== Listed records
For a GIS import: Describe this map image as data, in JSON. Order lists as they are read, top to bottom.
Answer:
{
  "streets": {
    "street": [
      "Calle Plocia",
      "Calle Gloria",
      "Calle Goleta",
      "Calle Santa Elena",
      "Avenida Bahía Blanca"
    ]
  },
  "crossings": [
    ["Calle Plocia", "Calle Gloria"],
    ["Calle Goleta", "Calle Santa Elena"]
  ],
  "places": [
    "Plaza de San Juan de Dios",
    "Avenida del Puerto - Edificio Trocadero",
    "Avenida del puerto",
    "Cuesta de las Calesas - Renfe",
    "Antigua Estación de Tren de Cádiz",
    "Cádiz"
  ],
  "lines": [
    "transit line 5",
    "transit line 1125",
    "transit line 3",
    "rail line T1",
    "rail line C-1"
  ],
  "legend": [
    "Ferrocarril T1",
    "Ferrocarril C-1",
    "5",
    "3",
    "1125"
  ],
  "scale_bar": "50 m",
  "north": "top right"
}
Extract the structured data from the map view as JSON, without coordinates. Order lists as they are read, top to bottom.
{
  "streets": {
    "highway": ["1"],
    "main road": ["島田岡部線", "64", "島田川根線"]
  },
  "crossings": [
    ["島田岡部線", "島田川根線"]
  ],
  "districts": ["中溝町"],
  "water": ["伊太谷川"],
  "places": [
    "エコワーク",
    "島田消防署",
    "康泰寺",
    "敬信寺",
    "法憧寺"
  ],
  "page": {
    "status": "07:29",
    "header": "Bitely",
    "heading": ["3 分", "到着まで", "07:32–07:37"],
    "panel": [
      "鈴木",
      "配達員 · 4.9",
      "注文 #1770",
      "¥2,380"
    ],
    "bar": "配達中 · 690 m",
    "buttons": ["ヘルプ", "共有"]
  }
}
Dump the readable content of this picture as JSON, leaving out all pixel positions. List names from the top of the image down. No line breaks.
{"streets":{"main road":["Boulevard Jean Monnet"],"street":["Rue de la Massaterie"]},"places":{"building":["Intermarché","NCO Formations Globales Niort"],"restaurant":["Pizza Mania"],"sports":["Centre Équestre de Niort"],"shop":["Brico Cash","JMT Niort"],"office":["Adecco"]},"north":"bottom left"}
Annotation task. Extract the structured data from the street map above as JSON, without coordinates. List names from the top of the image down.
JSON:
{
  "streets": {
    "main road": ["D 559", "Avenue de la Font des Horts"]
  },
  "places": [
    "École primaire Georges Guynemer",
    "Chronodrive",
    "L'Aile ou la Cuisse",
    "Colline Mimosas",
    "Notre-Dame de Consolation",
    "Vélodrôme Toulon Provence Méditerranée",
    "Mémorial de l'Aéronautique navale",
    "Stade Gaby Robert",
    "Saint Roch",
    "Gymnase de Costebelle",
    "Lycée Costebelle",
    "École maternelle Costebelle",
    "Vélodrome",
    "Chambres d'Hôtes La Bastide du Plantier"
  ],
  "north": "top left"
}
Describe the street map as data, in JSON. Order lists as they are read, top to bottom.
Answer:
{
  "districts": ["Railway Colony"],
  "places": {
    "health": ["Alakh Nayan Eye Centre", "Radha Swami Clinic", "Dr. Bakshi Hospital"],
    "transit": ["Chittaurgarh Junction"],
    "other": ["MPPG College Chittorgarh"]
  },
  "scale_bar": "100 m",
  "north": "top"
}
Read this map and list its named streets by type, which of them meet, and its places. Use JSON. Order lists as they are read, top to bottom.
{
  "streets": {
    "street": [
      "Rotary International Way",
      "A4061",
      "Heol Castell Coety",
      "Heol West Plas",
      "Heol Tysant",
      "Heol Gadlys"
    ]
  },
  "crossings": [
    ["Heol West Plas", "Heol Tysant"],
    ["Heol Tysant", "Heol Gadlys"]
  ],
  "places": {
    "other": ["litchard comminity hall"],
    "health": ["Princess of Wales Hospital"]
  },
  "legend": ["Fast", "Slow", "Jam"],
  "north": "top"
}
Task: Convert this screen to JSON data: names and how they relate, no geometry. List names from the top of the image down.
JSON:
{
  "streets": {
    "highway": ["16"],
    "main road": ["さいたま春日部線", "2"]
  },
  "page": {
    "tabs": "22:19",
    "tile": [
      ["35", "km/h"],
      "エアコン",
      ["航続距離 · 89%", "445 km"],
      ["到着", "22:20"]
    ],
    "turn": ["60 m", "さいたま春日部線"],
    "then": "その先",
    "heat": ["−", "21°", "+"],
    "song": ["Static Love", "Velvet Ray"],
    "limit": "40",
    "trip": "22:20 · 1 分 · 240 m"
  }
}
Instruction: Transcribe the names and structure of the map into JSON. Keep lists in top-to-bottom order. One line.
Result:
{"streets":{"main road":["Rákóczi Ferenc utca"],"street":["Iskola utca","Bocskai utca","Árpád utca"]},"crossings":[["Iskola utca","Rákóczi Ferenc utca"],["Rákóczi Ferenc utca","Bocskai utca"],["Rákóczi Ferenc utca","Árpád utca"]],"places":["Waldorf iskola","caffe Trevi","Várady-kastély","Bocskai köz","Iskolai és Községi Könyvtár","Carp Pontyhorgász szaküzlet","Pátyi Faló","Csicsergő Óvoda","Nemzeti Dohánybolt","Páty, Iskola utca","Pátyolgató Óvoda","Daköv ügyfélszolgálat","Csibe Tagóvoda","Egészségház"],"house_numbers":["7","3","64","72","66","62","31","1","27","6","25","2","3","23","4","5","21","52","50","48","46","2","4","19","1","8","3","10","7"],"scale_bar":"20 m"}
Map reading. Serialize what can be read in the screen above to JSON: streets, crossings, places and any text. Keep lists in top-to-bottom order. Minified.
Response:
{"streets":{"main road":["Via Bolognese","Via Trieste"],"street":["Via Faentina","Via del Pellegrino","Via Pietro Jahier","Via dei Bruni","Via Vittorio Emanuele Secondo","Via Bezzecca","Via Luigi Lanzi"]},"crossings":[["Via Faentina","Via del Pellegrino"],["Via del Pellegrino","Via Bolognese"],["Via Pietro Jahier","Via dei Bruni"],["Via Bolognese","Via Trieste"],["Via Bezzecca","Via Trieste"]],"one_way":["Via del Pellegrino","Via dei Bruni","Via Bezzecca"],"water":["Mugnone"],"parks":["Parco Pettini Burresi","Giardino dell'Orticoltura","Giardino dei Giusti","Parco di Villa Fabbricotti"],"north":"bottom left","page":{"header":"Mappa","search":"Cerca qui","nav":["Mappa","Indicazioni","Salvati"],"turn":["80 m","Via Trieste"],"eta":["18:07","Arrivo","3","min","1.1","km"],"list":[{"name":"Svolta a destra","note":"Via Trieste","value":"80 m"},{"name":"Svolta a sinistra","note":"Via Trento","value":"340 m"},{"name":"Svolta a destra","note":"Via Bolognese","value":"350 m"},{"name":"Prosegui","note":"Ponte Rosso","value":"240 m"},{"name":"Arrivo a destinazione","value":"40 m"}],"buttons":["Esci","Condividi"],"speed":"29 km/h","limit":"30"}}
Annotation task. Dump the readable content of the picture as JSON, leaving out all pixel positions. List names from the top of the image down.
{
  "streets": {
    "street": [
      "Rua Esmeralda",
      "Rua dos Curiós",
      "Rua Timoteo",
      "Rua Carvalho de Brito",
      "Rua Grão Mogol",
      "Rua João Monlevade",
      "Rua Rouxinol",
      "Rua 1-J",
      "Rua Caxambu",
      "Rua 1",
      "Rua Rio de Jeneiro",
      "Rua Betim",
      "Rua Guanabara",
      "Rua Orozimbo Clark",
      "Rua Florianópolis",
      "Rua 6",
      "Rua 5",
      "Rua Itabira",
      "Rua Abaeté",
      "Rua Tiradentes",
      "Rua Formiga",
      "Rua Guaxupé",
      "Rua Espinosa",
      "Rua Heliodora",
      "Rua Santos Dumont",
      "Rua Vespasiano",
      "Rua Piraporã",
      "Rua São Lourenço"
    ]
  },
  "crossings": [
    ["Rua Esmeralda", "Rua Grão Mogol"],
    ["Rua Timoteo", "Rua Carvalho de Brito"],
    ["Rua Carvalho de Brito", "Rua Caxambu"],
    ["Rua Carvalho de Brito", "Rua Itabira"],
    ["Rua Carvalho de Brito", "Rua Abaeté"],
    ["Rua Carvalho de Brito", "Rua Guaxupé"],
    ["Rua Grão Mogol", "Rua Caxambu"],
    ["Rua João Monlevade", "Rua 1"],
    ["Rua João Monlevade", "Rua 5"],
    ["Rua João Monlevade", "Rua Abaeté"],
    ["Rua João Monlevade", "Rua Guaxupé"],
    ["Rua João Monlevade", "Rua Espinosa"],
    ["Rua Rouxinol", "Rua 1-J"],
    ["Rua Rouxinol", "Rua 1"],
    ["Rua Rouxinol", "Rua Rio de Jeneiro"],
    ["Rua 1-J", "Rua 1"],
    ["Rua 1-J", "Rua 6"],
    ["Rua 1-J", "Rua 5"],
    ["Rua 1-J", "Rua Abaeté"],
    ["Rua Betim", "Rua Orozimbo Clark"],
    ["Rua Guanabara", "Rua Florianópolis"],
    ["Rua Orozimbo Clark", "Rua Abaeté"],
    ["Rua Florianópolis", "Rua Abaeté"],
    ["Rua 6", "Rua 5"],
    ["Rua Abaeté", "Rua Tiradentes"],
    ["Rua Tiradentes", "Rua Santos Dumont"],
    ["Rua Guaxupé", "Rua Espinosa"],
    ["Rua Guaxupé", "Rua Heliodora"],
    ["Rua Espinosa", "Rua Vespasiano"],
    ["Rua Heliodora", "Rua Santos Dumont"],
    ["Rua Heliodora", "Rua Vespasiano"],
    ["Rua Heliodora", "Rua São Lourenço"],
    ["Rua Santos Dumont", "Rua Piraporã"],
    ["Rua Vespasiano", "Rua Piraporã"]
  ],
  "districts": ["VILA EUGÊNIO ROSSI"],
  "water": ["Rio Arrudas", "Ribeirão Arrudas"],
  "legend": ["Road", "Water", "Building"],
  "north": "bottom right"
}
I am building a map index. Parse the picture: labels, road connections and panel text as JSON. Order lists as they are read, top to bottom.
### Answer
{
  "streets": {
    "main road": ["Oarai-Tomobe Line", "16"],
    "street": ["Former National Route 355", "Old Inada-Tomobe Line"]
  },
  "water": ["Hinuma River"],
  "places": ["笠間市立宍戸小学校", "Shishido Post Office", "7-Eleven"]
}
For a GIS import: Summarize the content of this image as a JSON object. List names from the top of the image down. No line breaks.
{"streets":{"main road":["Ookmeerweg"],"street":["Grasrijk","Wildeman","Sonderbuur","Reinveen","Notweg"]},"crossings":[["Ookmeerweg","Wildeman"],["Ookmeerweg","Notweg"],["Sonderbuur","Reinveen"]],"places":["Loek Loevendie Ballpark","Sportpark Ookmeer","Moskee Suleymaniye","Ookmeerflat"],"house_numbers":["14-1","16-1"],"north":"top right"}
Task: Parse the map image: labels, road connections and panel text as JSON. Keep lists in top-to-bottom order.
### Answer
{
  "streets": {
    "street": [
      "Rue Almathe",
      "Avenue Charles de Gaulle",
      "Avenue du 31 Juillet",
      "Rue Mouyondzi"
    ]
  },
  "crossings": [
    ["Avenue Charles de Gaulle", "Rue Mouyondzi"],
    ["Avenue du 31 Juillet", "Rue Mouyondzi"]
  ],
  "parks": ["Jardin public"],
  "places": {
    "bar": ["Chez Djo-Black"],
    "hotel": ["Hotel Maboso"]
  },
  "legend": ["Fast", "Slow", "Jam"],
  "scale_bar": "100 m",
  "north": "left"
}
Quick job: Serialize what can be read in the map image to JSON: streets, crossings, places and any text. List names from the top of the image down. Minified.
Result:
====
## [Problem to solve]
With "Minified" as the word to match, copy each line of the records that has it.

## [Task answer]
Map reading. Serialize what can be read in the screen above to JSON: streets, crossings, places and any text. Keep lists in top-to-bottom order. Minified.
Quick job: Serialize what can be read in the map image to JSON: streets, crossings, places and any text. List names from the top of the image down. Minified.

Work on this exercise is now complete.